Paul s’était réjoui d’avoir confiance à leur égard, en toutes choses (7 : 16). Il s’était glorifié à leur sujet (1 : 14 ; 9 : 2). Mais il craint maintenant d’éprouver déception, humiliation et affliction en constatant l’absence de vraie repentance chez quelques-uns. Au début de l’épître, il leur avait dit que c’était pour les épargner qu’il avait retardé sa venue (1 : 23 ; 2 : 1). Maintenant le temps de la patience arrivait à son terme et l’avertissement se fait plus pressant.

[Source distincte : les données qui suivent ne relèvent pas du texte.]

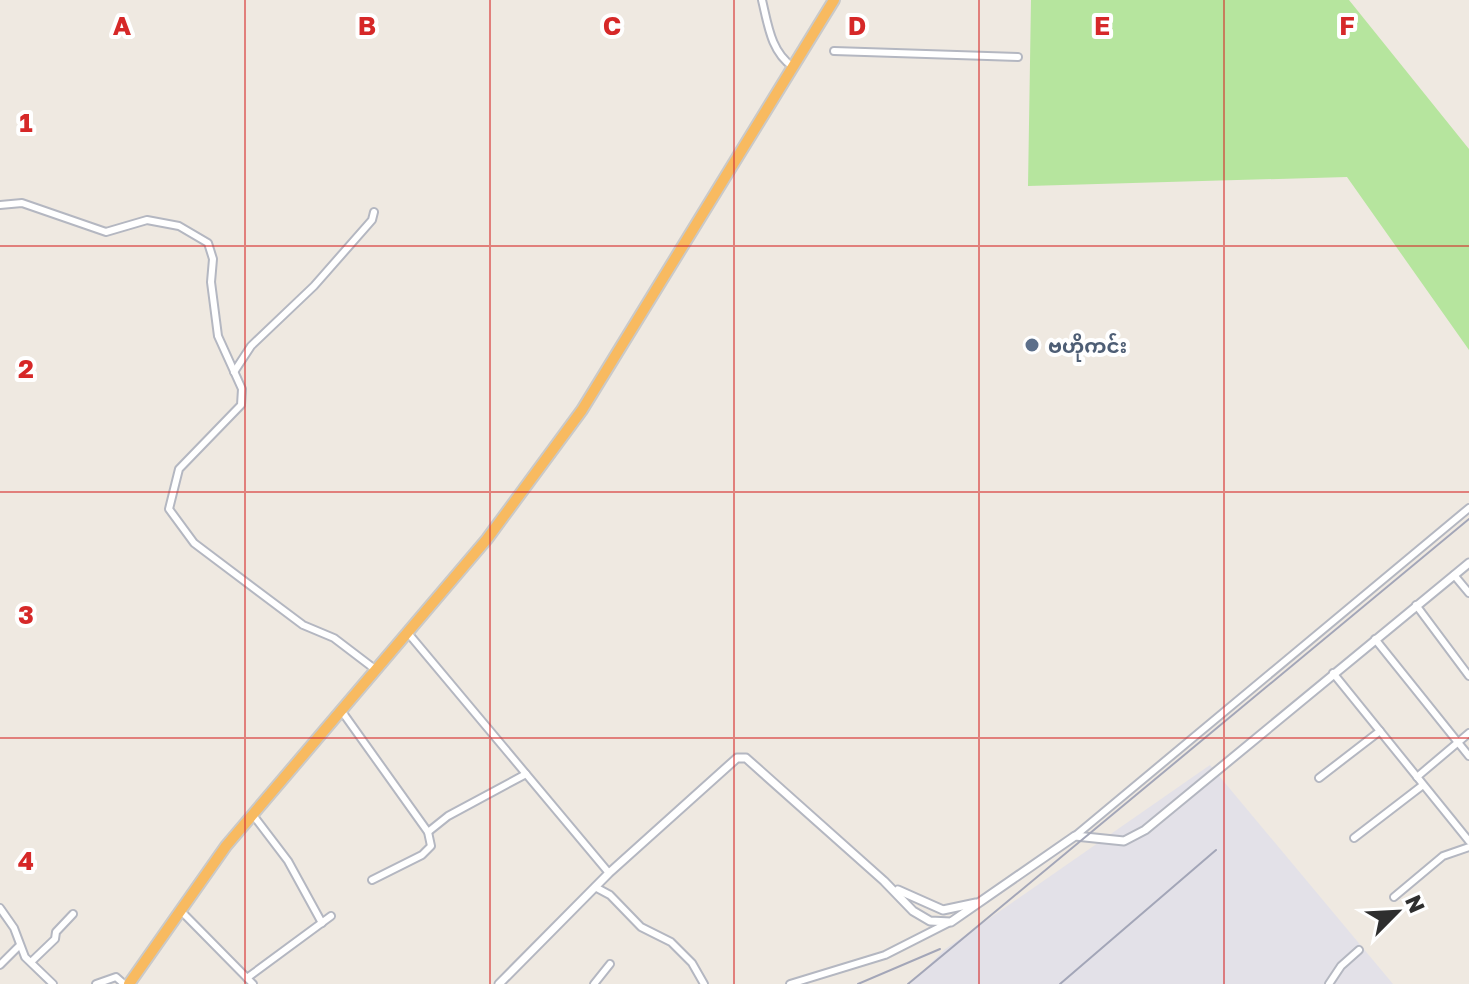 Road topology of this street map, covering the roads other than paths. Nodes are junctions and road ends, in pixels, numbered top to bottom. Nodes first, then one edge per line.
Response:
1 (762, 0) edge
2 (834, 0) edge
3 (834, 51) dead end
4 (1018, 57) dead end
5 (794, 67) junction
6 (0, 205) edge
7 (374, 212) dead end
8 (234, 372) junction
9 (1469, 508) edge
10 (1469, 563) edge
11 (1454, 575) junction
12 (1469, 593) edge
13 (1416, 605) junction
14 (408, 633) junction
15 (1375, 639) junction
16 (376, 670) junction
17 (1333, 673) junction
18 (1469, 676) edge
19 (343, 713) junction
20 (1380, 731) junction
21 (1469, 733) edge
22 (1458, 742) junction
23 (1469, 756) edge
24 (526, 774) junction
25 (1417, 777) junction
26 (1319, 778) dead end
27 (1423, 785) junction
28 (252, 814) junction
29 (428, 832) junction
30 (1075, 836) junction
31 (1354, 838) dead end
32 (1469, 844) edge
33 (609, 873) junction
34 (372, 880) dead end
35 (884, 881) junction
36 (595, 887) junction
37 (1394, 897) dead end
38 (978, 903) junction
39 (0, 908) edge
40 (179, 909) junction
41 (73, 914) dead end
42 (331, 916) dead end
43 (951, 922) junction
44 (322, 923) junction
45 (18, 947) junction
46 (1359, 950) dead end
47 (31, 962) junction
48 (610, 964) dead end
49 (0, 965) edge
50 (247, 978) junction
51 (53, 984) edge
52 (96, 984) edge
53 (127, 984) edge
54 (253, 984) edge
55 (499, 984) edge
56 (594, 984) edge
57 (704, 984) edge
58 (790, 984) edge
59 (1329, 984) edge

1 - 5 street
2 - 5 highway
3 - 4 street
5 - 14 highway
6 - 8 street
7 - 8 street
8 - 16 street
9 - 30 street
10 - 11 street
11 - 12 street
11 - 13 street
13 - 15 street
13 - 18 street
14 - 16 highway
14 - 24 street
15 - 17 street
15 - 22 street
16 - 19 highway
17 - 20 street
17 - 30 street
19 - 28 highway
19 - 29 street
20 - 25 street
20 - 26 street
21 - 22 street
22 - 23 street
22 - 25 street
24 - 29 street
24 - 33 street
25 - 27 street
27 - 31 street
27 - 32 street
28 - 40 highway
28 - 44 street
29 - 34 street
30 - 38 street
32 - 37 street
33 - 35 street
33 - 36 street
35 - 38 street
35 - 43 street
36 - 55 street
36 - 57 street
38 - 43 street
39 - 45 street
40 - 50 street
40 - 53 highway
41 - 47 street
42 - 44 street
43 - 58 street
44 - 50 street
45 - 47 street
45 - 49 street
46 - 59 street
47 - 51 street
48 - 56 street
50 - 54 street
52 - 53 street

Que se passait-il donc encore à Corinthe ? Beaucoup de problèmes moraux subsistaient, conséquence de l’esprit de parti dénoncé dans la première épître ; essentiellement des difficultés de relations entre frères (v. 20) : rivalités, méfiance, disputes, médisance. L’orgueil est à la base de tout : « Ce n’est que de l’orgueil que vient la querelle » (Prov. 13 : 10). Ces manifestations de la chair caractériseront les temps fâcheux de la fin (1 Tim. 6 : 4).
Une repentance superficielle laissera le mal réapparaître comme une mauvaise herbe. La truie lavée retournera se vautrer dans le bourbier (2 Pier. 2 : 20-22). La chair, répétons-le, ne peut être améliorée.
Hélas, à ces divisions intestines et à ces impuretés de l’esprit, s’ajoutaient des égarements moraux et des vices grossiers (v. 21). Ceux-là non plus, semble-t-il, n’avaient pas été complètement jugés et abandonnés.
En plus de l’humiliation de Paul et des Corinthiens, il fallait celle des pécheurs eux-mêmes. Elle devait être vraie, profonde et s’accompagner des fruits de la repentance. A défaut, l’apôtre leur apparaîtrait « tel qu’ils ne voudraient pas » (v. 20) c’est-à-dire avec « le bâton » (voir 1 Cor. 4 : 21). Il ne précise pas de quelle manière ce châtiment s’exercerait, mais le temps de la patience étant révolu, il n’épargnerait pas.
Aujourd’hui cet enseignement des apôtres invite encore chaque assemblée à ne pas supporter le mal en elle. Chacune doit juger et ôter un mal qui n’a pu être soigné et guéri ; elle a l’autorité pour le faire. Si elle ne le fait pas, elle sera elle-même jugée par le Seigneur (1 Cor. 11 : 31-32 ; Apoc. 2 : 1).